Data breach on Senior Dating website leaks information of 765,000 users
- Two dating sites with the same owner have suffered massive data breaches
- In total, more than 850,000 users are affected
- Victims are at risk of identity theft and are urged to take action now
A database from the matchmaking site Senior Dating was discovered on the data breach site Am I pwned? (HIBP). The database contains the personally identifiable information of 765,517 users and the site has since been completely shut down.
The compromised data breach comes from a Google-backed web development platform, Firebase.
Another dating site with the same owner, Ladies.com, suffered a similar breach, with 118,809 users exposed. The site, a lesbian dating platform, was also shut down shortly after the leak, on December 4.
Early disclosure
As a dating site for users aged 40 and over, the site included the photos, emails, geographical locations and even drinking and smoking habits.
Researchers noticed this notifications about the infringements as early as February 25 for ‘Women’ and on April 4 for ‘Senior Dating’, as the unpatched vulnerability remained for months until the breach was uploaded to HIBP in November.
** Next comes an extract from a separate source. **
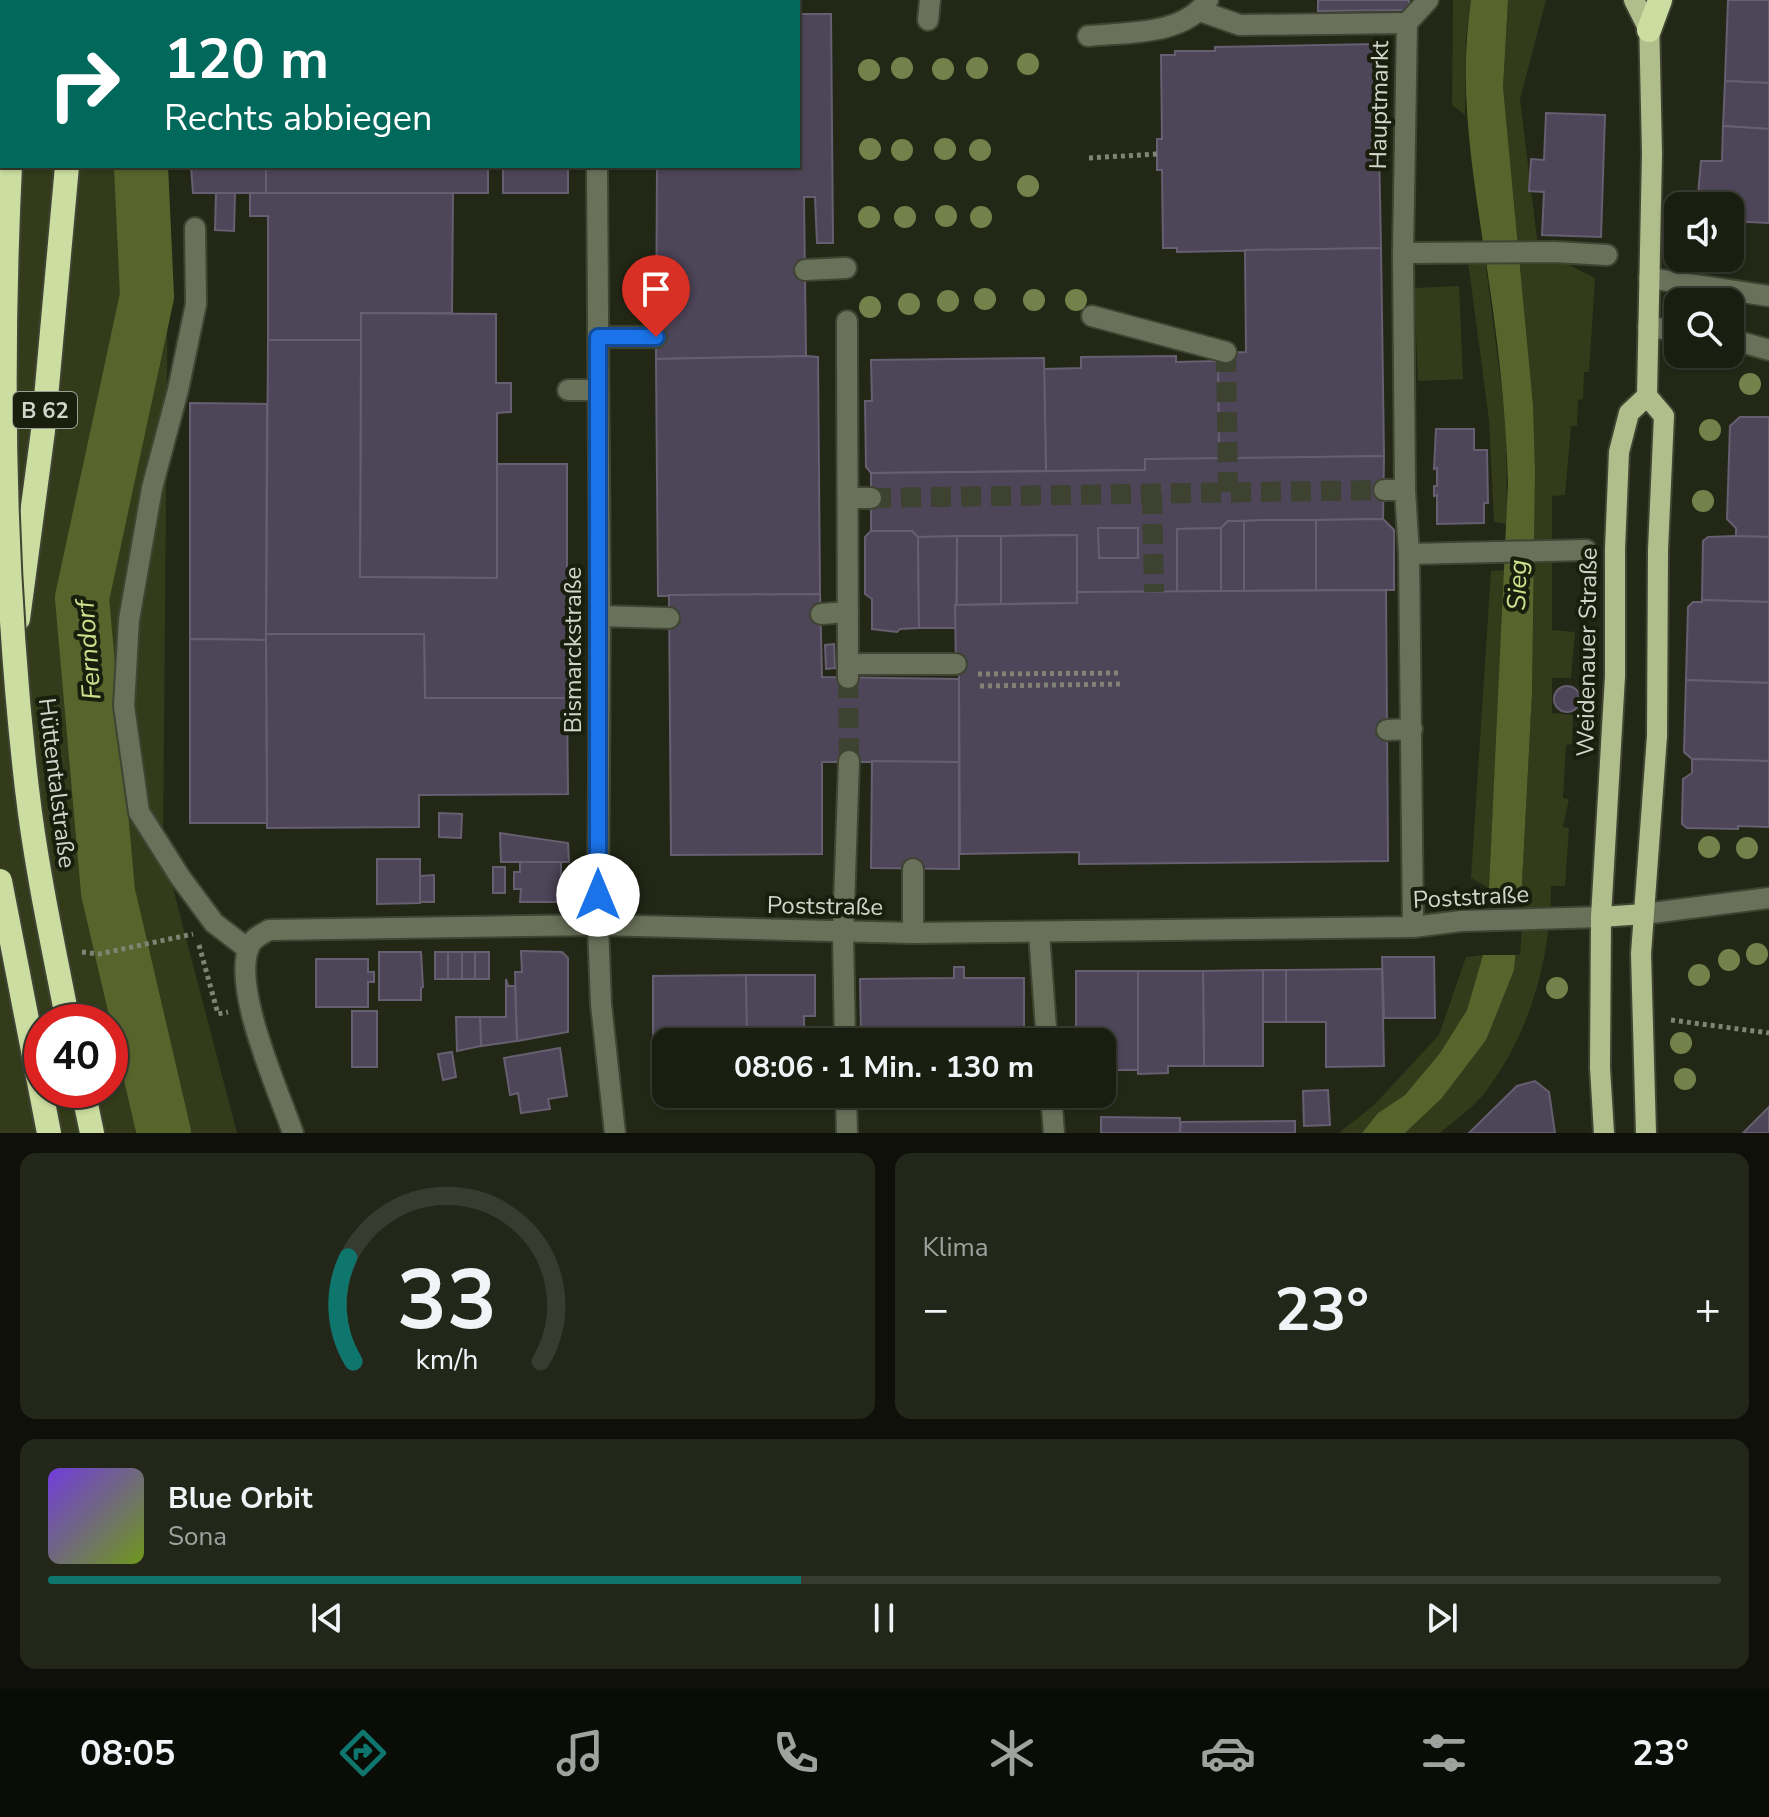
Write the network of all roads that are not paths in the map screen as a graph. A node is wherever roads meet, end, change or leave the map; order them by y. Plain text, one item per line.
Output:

A breach of this scale and severity should obviously have warranted a much more urgent and robust response, but so far the company does not appear to be offering credit monitoring services to those affected.
Criminal actors may have had access to users’ emails, passwords, locations and information, so there is a significant risk of identity theft or social engineering scams. Threat actors may have access to information that could be used against them, such as geographic locations or relationship status.
We urge all involved to closely monitor their accounts for suspicious activity and be on the lookout for scams or new online contact. We’ve created a list of the best identity theft protection software, so make sure you check it out if you think you might be affected.